▶ [EXERCISE AIM]
Produce an exact copy of the lines from the line containing "Write the network" through the last line of the listing below, both ends included, and nothing else.

▶ [DATA EXTRACT]
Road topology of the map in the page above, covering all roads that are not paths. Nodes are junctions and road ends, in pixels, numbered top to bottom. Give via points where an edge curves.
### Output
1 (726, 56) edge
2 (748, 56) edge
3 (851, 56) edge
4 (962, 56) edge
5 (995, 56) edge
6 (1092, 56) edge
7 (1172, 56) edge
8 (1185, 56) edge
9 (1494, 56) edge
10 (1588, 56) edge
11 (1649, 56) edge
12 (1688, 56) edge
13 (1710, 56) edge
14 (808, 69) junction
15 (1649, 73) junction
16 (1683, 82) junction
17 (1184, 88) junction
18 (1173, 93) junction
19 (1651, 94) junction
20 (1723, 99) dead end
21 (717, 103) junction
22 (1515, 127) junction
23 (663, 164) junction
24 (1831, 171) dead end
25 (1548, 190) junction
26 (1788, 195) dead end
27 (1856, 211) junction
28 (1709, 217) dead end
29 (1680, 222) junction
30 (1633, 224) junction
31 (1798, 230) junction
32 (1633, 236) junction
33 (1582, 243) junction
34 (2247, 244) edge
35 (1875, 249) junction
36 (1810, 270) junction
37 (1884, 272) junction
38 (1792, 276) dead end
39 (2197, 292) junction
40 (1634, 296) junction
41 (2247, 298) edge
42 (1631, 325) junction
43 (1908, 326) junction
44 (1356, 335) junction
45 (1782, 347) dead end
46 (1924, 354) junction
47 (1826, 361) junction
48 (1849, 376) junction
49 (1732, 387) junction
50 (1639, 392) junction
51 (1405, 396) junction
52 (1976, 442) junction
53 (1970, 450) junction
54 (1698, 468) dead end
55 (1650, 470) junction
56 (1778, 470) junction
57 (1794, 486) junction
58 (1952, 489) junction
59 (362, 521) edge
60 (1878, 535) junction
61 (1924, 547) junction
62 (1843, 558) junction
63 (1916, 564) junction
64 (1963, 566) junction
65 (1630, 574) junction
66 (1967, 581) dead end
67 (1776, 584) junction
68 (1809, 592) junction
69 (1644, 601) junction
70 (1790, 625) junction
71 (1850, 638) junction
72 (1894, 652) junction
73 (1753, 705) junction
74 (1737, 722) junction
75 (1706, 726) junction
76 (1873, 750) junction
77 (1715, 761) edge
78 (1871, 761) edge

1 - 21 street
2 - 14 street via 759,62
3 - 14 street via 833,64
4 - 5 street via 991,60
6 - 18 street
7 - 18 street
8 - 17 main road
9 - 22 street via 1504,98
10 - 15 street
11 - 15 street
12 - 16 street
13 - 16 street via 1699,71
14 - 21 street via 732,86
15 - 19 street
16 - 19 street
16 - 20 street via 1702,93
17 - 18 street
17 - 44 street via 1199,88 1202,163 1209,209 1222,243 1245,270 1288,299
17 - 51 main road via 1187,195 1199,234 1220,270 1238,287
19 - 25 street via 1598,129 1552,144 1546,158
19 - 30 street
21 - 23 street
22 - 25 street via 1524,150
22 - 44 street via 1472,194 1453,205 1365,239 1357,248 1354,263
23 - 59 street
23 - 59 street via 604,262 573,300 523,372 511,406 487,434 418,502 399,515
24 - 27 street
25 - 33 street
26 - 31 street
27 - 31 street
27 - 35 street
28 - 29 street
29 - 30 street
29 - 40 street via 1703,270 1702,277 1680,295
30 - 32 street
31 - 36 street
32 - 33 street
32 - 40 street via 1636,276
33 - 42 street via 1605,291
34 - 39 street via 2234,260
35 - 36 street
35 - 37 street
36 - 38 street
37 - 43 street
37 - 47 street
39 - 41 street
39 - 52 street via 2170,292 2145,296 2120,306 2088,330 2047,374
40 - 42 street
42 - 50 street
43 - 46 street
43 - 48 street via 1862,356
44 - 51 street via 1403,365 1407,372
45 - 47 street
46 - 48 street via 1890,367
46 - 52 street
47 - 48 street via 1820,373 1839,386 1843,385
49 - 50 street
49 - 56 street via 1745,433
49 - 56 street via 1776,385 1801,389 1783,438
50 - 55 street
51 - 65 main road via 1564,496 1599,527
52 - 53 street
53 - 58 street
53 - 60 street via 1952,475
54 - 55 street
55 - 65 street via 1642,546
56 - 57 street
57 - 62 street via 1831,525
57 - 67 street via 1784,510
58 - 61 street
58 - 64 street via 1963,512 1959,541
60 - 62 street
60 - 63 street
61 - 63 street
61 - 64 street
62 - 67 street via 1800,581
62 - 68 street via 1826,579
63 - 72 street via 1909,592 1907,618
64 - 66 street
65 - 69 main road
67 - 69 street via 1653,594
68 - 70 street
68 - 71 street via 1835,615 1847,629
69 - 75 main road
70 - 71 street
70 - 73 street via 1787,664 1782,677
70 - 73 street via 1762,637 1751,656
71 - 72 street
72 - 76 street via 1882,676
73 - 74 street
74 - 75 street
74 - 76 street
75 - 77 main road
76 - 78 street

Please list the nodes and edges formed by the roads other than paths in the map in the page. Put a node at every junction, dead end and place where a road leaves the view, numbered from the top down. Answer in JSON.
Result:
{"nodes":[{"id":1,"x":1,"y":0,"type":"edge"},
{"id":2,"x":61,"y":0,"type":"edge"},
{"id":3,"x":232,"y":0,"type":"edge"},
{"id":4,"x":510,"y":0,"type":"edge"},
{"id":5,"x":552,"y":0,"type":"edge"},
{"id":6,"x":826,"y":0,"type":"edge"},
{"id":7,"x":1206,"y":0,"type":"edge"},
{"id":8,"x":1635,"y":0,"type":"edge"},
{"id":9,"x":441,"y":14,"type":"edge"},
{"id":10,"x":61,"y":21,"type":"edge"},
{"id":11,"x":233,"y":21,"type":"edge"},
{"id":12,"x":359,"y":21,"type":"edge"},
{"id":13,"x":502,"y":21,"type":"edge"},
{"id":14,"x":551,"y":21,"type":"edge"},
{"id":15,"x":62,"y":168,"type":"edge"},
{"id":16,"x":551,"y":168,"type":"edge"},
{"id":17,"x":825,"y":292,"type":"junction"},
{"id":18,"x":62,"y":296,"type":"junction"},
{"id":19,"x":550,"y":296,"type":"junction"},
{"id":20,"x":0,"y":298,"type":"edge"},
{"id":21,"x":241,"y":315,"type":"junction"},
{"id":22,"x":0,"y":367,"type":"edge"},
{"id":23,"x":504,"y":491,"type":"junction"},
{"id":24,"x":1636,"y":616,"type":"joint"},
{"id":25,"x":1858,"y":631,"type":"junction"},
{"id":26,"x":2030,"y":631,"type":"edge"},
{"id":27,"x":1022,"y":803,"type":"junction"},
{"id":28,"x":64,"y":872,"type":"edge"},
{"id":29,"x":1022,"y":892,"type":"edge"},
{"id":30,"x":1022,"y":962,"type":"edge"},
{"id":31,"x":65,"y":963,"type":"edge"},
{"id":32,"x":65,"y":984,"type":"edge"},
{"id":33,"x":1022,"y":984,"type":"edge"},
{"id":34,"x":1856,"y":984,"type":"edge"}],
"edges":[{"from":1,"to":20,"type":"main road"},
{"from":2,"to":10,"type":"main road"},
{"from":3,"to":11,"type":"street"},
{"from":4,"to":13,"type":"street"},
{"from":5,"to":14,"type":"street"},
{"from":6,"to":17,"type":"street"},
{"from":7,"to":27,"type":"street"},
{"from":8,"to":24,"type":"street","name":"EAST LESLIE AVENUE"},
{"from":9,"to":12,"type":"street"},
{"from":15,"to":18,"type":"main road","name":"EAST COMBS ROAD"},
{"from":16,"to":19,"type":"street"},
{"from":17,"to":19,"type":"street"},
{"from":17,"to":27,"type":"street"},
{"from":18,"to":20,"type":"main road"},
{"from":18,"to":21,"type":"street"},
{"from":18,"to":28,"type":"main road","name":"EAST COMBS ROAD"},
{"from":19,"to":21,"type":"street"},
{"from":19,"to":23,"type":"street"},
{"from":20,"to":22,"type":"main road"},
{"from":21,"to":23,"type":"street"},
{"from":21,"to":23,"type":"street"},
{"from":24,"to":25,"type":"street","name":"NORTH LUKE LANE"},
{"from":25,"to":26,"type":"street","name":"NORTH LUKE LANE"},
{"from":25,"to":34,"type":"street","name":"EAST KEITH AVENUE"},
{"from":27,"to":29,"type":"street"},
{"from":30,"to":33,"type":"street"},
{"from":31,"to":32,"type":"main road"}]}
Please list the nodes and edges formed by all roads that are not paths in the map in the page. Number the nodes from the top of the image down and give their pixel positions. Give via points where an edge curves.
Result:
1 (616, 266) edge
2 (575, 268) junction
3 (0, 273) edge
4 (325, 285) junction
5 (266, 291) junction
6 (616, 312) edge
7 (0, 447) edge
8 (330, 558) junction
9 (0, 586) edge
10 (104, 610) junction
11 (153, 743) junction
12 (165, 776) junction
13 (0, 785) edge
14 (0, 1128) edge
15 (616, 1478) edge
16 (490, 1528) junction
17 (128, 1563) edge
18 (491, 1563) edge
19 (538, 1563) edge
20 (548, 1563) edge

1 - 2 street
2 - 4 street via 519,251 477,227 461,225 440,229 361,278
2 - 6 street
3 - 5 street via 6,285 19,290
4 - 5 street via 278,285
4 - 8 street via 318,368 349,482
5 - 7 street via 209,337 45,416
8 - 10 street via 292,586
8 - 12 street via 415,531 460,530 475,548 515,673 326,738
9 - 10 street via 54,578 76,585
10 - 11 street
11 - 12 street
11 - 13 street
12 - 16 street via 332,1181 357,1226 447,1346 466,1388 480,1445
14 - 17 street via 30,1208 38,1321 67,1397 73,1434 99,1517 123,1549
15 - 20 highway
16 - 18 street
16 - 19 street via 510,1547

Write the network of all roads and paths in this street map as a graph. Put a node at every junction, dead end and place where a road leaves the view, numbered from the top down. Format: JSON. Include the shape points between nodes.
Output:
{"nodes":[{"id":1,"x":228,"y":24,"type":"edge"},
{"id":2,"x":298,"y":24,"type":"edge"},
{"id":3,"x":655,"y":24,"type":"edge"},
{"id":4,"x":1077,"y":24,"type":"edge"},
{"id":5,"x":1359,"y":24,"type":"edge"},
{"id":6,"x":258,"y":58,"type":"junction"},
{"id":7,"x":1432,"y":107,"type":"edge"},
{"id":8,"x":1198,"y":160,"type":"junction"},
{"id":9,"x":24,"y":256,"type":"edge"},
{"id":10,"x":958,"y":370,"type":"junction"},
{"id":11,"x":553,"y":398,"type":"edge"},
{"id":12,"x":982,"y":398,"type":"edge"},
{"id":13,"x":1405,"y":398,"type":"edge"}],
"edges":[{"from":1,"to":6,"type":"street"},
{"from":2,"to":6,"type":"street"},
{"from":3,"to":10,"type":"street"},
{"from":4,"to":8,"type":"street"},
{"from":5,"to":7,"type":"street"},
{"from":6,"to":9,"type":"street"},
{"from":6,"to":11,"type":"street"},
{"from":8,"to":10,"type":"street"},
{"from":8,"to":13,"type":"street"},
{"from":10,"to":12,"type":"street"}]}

▶ [COMPLETED EXERCISE]
Write the network of all roads and paths in this street map as a graph. Put a node at every junction, dead end and place where a road leaves the view, numbered from the top down. Format: JSON. Include the shape points between nodes.
Output:
{"nodes":[{"id":1,"x":228,"y":24,"type":"edge"},
{"id":2,"x":298,"y":24,"type":"edge"},
{"id":3,"x":655,"y":24,"type":"edge"},
{"id":4,"x":1077,"y":24,"type":"edge"},
{"id":5,"x":1359,"y":24,"type":"edge"},
{"id":6,"x":258,"y":58,"type":"junction"},
{"id":7,"x":1432,"y":107,"type":"edge"},
{"id":8,"x":1198,"y":160,"type":"junction"},
{"id":9,"x":24,"y":256,"type":"edge"},
{"id":10,"x":958,"y":370,"type":"junction"},
{"id":11,"x":553,"y":398,"type":"edge"},
{"id":12,"x":982,"y":398,"type":"edge"},
{"id":13,"x":1405,"y":398,"type":"edge"}],
"edges":[{"from":1,"to":6,"type":"street"},
{"from":2,"to":6,"type":"street"},
{"from":3,"to":10,"type":"street"},
{"from":4,"to":8,"type":"street"},
{"from":5,"to":7,"type":"street"},
{"from":6,"to":9,"type":"street"},
{"from":6,"to":11,"type":"street"},
{"from":8,"to":10,"type":"street"},
{"from":8,"to":13,"type":"street"},
{"from":10,"to":12,"type":"street"}]}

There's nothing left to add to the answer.